_Task details_
Each line of the material holding the word "connectivity" must be identified and copied.

_Data records_
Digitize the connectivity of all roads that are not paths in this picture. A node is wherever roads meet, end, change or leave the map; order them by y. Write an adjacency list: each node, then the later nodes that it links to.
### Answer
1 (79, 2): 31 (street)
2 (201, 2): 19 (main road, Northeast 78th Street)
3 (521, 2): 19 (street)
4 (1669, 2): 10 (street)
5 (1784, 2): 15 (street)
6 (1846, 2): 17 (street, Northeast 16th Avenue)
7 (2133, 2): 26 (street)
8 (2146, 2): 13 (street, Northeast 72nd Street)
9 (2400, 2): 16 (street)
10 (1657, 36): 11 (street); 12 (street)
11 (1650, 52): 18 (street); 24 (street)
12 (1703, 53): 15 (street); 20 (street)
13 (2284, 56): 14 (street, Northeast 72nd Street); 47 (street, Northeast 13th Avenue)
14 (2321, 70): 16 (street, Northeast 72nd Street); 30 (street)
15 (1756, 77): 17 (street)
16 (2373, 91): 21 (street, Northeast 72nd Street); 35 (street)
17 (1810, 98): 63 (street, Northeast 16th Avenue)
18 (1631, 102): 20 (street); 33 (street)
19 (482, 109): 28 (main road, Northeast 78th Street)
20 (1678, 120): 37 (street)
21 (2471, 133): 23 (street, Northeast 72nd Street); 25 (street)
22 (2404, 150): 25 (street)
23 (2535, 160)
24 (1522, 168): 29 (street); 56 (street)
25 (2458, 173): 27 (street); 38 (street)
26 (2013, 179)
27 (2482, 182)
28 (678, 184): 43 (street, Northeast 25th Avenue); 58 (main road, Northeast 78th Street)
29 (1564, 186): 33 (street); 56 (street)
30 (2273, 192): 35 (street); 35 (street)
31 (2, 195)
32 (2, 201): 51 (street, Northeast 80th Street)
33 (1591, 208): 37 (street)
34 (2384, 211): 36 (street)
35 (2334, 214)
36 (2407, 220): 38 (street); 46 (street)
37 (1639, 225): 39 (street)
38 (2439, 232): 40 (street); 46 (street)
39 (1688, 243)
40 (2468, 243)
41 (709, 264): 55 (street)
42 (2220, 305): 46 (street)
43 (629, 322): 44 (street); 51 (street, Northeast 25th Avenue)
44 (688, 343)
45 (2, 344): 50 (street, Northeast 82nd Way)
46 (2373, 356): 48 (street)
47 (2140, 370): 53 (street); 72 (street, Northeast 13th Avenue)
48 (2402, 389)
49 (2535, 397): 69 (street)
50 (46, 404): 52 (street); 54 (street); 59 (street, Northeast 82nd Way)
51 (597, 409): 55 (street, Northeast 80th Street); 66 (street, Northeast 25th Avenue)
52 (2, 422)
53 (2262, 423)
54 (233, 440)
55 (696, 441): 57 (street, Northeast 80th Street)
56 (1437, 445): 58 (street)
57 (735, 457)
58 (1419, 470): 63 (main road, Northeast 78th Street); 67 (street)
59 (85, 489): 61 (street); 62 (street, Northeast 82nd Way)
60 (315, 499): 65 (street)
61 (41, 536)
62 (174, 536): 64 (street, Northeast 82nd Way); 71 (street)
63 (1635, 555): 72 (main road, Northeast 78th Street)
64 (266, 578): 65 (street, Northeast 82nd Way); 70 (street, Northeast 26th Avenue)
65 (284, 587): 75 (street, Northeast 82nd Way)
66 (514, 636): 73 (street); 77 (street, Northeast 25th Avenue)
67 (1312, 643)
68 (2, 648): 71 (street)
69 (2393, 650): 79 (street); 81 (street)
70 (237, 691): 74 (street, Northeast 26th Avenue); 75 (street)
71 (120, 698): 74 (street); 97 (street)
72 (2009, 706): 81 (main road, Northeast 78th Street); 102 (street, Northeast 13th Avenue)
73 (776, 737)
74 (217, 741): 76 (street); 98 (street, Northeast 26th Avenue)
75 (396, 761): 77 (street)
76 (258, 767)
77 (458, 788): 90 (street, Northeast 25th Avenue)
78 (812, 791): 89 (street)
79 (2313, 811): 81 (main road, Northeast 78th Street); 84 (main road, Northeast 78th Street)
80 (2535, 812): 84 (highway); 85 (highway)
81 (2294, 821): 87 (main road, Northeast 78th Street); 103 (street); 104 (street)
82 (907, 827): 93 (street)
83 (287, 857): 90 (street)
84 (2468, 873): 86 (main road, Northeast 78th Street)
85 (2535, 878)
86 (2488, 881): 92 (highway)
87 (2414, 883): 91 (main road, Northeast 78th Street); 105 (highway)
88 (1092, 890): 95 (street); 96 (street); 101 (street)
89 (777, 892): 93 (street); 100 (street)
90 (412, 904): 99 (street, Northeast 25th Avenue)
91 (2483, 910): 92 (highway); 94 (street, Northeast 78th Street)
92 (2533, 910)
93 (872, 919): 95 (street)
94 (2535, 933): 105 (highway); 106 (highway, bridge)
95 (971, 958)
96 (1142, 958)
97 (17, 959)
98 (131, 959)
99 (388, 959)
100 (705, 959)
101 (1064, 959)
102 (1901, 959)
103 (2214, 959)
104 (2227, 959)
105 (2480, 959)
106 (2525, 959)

...

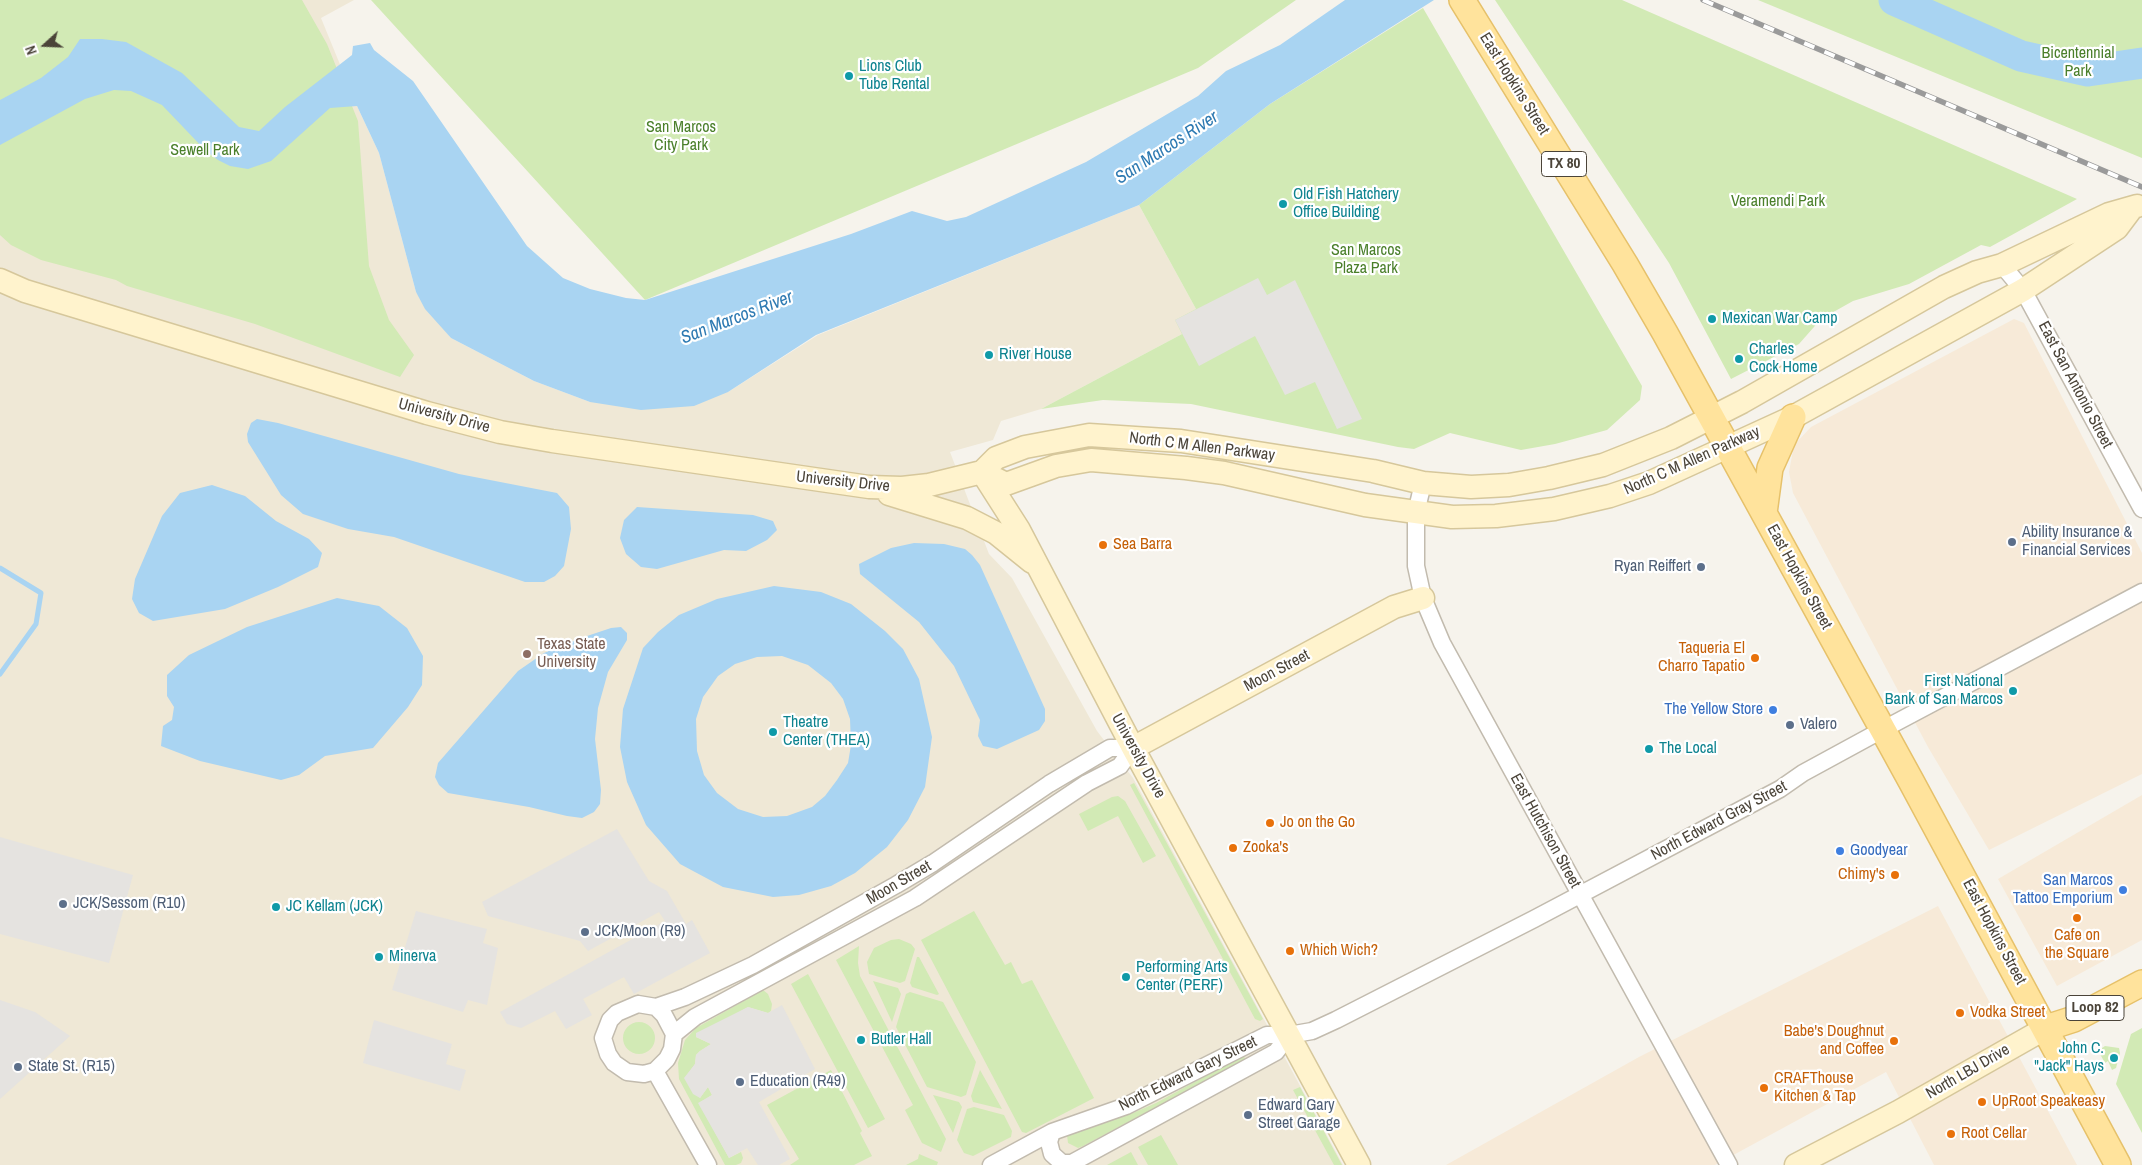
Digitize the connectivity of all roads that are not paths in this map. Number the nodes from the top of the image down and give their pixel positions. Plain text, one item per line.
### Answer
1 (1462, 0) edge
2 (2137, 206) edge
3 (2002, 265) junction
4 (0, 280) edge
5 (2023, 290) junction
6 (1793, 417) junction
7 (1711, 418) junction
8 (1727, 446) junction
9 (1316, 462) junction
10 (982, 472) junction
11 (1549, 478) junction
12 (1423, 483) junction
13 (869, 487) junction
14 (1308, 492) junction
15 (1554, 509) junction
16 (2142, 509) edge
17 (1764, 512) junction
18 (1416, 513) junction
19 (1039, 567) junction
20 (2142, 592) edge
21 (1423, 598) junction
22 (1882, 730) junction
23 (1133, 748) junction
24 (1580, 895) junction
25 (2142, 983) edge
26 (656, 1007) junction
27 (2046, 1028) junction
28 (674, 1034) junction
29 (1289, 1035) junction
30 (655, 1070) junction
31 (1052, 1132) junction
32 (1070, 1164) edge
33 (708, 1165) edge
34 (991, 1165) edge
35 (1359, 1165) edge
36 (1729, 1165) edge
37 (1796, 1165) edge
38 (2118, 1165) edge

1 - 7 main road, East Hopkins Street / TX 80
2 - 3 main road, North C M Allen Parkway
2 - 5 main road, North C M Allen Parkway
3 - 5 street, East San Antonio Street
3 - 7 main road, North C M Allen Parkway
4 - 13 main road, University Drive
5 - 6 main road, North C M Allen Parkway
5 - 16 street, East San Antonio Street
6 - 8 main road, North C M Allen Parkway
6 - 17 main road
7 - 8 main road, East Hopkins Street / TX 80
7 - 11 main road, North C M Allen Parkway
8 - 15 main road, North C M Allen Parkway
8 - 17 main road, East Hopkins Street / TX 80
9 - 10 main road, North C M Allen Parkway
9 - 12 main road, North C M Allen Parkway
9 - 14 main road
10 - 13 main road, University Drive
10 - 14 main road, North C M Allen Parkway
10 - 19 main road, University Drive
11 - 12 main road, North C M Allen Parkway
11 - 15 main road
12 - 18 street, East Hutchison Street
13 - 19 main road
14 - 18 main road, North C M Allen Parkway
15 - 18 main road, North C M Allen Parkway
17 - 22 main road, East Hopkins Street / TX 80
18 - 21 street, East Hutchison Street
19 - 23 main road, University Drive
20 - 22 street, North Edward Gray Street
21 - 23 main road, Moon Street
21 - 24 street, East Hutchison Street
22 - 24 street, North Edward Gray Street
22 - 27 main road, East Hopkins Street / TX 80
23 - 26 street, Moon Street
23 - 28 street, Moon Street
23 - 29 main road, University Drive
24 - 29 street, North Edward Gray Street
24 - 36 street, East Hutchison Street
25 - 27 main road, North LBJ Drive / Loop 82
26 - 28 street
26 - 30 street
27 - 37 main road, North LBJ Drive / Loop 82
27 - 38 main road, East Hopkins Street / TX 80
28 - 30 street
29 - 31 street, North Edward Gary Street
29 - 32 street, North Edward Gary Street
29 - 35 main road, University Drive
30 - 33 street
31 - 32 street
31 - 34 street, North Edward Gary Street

==

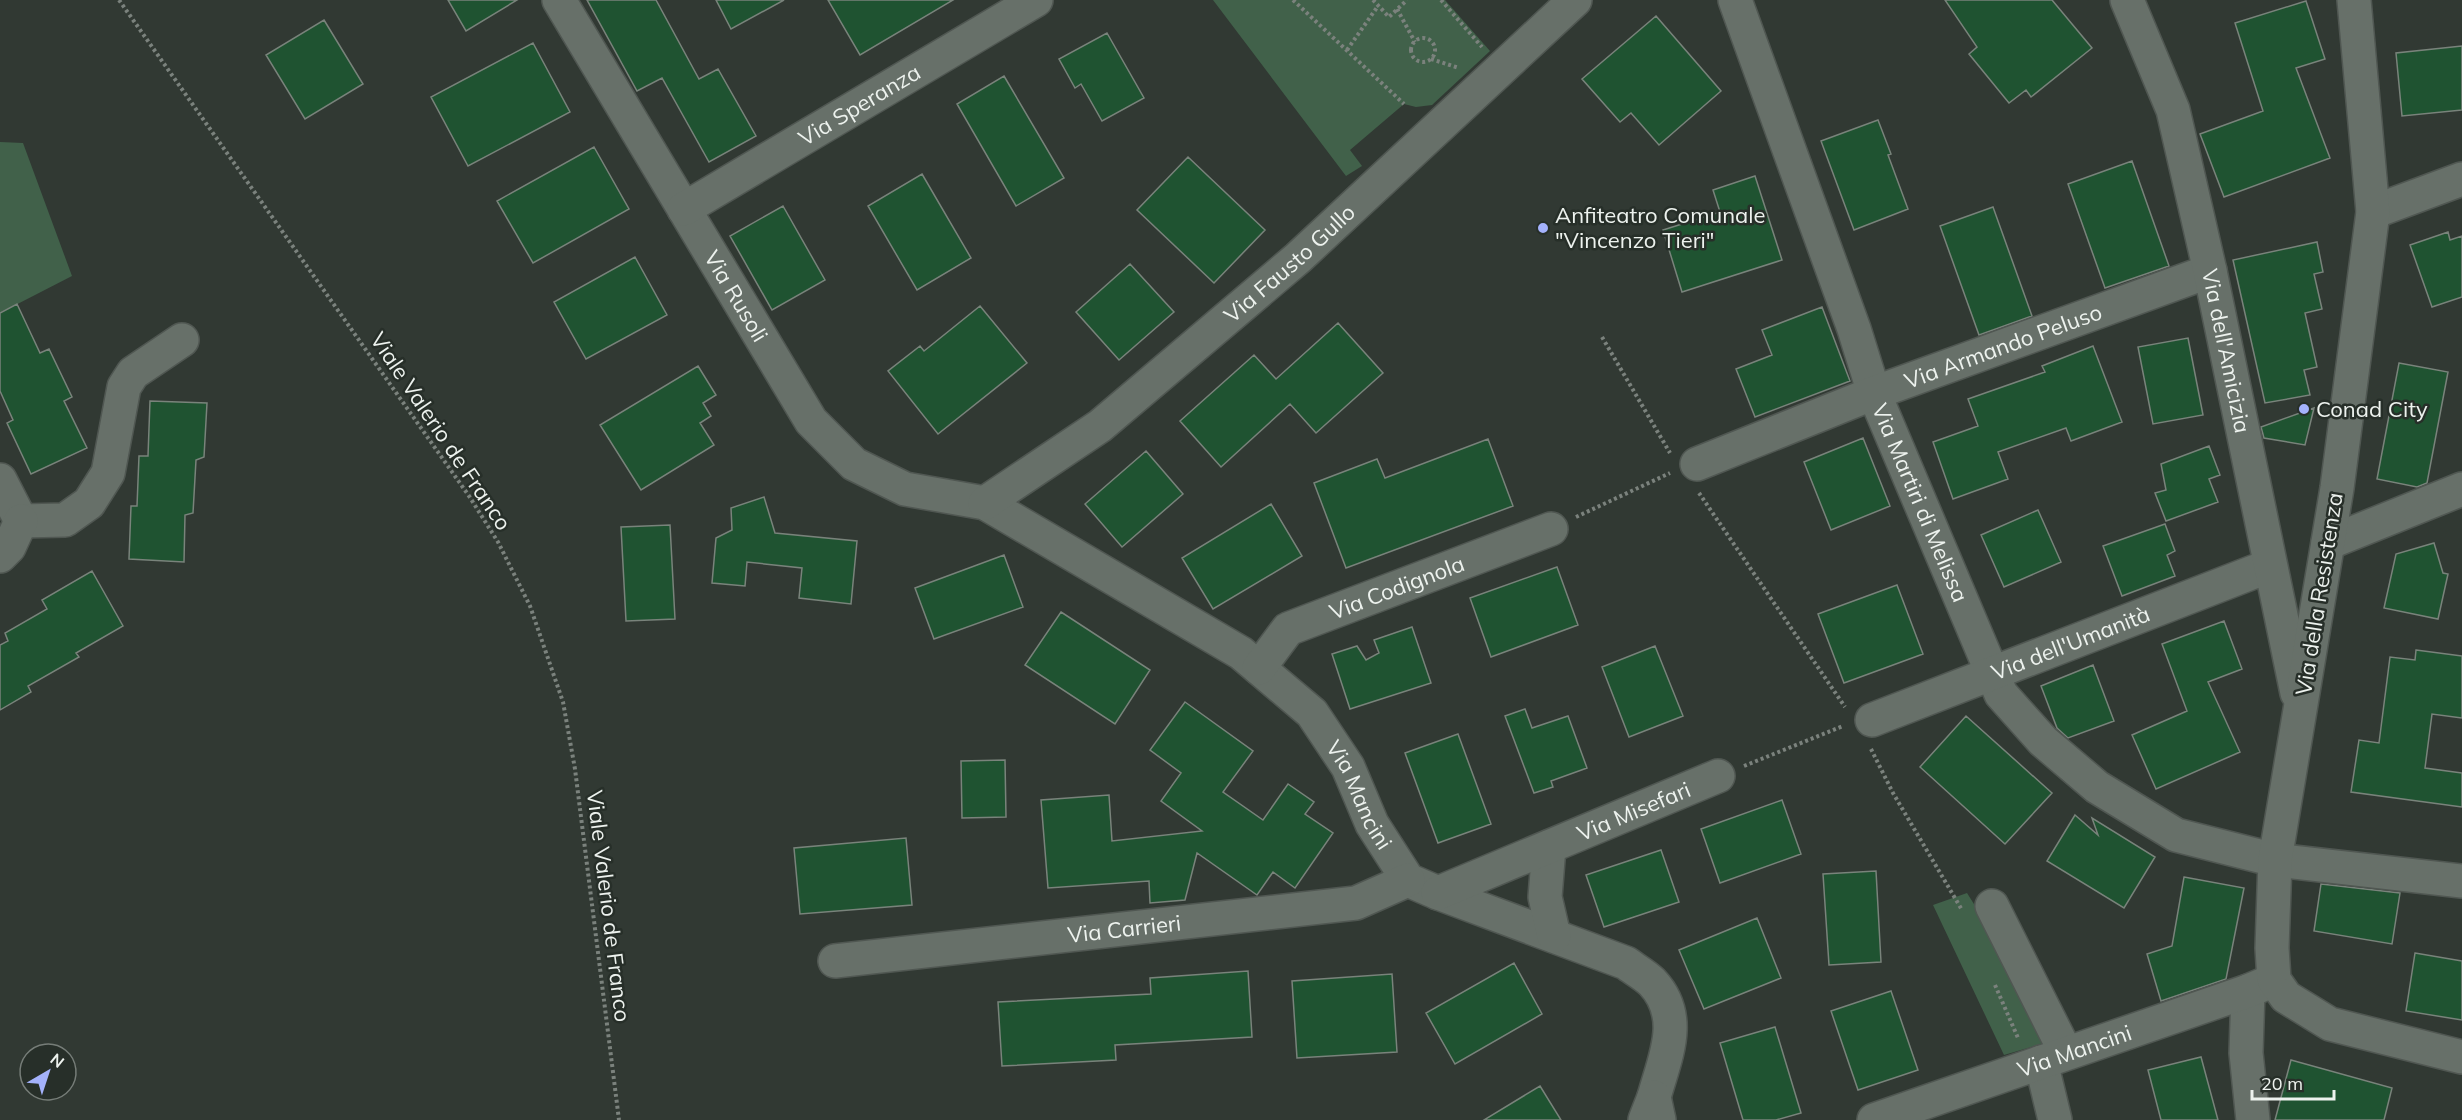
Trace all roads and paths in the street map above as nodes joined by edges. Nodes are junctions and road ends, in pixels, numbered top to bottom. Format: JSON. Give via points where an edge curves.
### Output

_Completed exercise_
Digitize the connectivity of all roads that are not paths in this picture. A node is wherever roads meet, end, change or leave the map; order them by y. Write an adjacency list: each node, then the later nodes that it links to.
Digitize the connectivity of all roads that are not paths in this map. Number the nodes from the top of the image down and give their pixel positions. Plain text, one item per line.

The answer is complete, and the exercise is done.